Spring Batch is a powerful Spring module who be used to run jobs.
A common problem is to manage multiple instances of a same job because
Spring Batch don't have a default lock management.
There are several ways to manage this situation, but all of these do more or less the same thing:
the multiple instances share the same database who manages the synchronization between the nodes/instances.
To be more exact, when a job has to be run
(maybe with a trigger of a cron), the instance check in the database if that job was already
"blocked" from another instance; if so, then the instance will not run the job.
There are many libraries that solve the problem of the managing multiple instances of a job:
if you already use the Quarz scheduler in the project, then you can use this library;
else, Shedlock, that do purely job locking, could to be the right choice.
This tutorial will make reference to a batch who will read a csv file and will write the content to a USER table of a MySQL database.
Prerequisites
- Set up a jdk (we will use the version 8, but you can use successive versions).
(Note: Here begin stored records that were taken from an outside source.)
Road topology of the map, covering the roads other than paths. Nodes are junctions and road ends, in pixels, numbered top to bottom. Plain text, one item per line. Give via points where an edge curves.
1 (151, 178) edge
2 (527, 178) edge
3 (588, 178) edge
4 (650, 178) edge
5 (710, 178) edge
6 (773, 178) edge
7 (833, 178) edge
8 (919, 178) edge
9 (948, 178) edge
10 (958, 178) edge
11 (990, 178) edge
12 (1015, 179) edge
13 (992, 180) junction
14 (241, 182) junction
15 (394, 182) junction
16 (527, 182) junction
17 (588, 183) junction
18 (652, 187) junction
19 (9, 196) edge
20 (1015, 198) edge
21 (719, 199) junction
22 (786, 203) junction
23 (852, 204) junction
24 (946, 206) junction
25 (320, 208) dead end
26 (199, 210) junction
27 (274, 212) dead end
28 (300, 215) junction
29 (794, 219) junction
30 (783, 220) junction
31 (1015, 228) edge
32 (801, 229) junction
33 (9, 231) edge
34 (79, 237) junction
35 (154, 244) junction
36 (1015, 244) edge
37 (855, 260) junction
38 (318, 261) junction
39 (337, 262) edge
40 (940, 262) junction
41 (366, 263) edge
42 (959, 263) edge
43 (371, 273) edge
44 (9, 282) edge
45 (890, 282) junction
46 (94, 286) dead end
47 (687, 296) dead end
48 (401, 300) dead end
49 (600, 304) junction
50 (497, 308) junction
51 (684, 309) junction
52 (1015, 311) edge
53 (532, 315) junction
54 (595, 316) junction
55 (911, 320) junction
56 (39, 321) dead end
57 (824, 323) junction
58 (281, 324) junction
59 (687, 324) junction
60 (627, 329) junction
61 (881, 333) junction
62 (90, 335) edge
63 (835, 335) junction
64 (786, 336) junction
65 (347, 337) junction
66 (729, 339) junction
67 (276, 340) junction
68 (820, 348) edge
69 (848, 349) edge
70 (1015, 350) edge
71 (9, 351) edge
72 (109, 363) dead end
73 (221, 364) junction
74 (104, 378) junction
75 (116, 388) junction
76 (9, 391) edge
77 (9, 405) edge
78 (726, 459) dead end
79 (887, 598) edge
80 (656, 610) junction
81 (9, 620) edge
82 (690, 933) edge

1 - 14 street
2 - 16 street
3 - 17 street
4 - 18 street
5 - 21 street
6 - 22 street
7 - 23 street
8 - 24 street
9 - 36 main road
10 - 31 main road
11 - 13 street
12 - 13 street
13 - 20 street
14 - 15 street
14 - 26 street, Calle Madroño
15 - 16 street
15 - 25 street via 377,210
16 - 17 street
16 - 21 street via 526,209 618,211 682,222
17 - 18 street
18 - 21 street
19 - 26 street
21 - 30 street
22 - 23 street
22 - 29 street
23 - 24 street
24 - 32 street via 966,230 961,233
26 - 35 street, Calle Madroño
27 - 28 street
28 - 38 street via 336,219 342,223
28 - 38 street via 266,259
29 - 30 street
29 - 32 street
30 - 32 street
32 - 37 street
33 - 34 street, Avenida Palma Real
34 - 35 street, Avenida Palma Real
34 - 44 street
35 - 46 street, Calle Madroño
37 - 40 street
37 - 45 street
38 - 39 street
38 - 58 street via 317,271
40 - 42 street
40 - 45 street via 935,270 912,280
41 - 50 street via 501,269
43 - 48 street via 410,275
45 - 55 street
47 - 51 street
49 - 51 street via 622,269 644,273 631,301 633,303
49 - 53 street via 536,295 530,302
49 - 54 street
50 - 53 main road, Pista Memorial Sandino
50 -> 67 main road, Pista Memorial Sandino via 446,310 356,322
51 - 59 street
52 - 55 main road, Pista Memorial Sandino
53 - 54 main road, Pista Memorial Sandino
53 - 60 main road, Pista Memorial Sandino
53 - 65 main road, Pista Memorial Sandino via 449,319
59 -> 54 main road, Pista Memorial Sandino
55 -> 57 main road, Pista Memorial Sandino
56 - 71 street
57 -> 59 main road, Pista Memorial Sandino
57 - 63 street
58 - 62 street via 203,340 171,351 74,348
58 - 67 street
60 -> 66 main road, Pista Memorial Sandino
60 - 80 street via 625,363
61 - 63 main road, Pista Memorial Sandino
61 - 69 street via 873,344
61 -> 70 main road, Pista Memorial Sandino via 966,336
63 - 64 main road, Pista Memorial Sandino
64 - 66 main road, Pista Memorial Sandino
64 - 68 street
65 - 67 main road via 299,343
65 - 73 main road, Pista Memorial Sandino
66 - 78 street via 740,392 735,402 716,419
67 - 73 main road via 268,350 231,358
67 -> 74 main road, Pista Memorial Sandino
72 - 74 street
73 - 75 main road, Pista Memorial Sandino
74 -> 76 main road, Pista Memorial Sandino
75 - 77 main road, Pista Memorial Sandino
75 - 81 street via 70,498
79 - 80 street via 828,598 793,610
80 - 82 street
- Installing maven (https://maven.apache.org/install.html).
- Installing a DB that will synchronize 2 instances of the same app (we'll use a docker image of MySQL).
- The nodes must ping this DB (in this tutorial we'll run 2 instances in localhost).
First step: Create the USER e SHEDLOCK tables in the database:
CREATE TABLE USER (
id BIGINT AUTO_INCREMENT PRIMARY KEY,
name VARCHAR(250) NOT NULL,
surname VARCHAR(250) NOT NULL,
address VARCHAR(250) DEFAULT NULL
);
CREATE TABLE SHEDLOCK (
name VARCHAR(64),
lock_until TIMESTAMP(3) NULL,
locked_at TIMESTAMP(3) NULL,
locked_by VARCHAR(255),
PRIMARY KEY (name)
)
Second step: go to Spring Initializr
This site will build for us a Spring Boot app structure with everything we need (it is sufficient to search the dependencies that we need in the section 'Dependencies'). Let's click on 'ADD DEPENDENCIES' and add the dependencies displayed in the image.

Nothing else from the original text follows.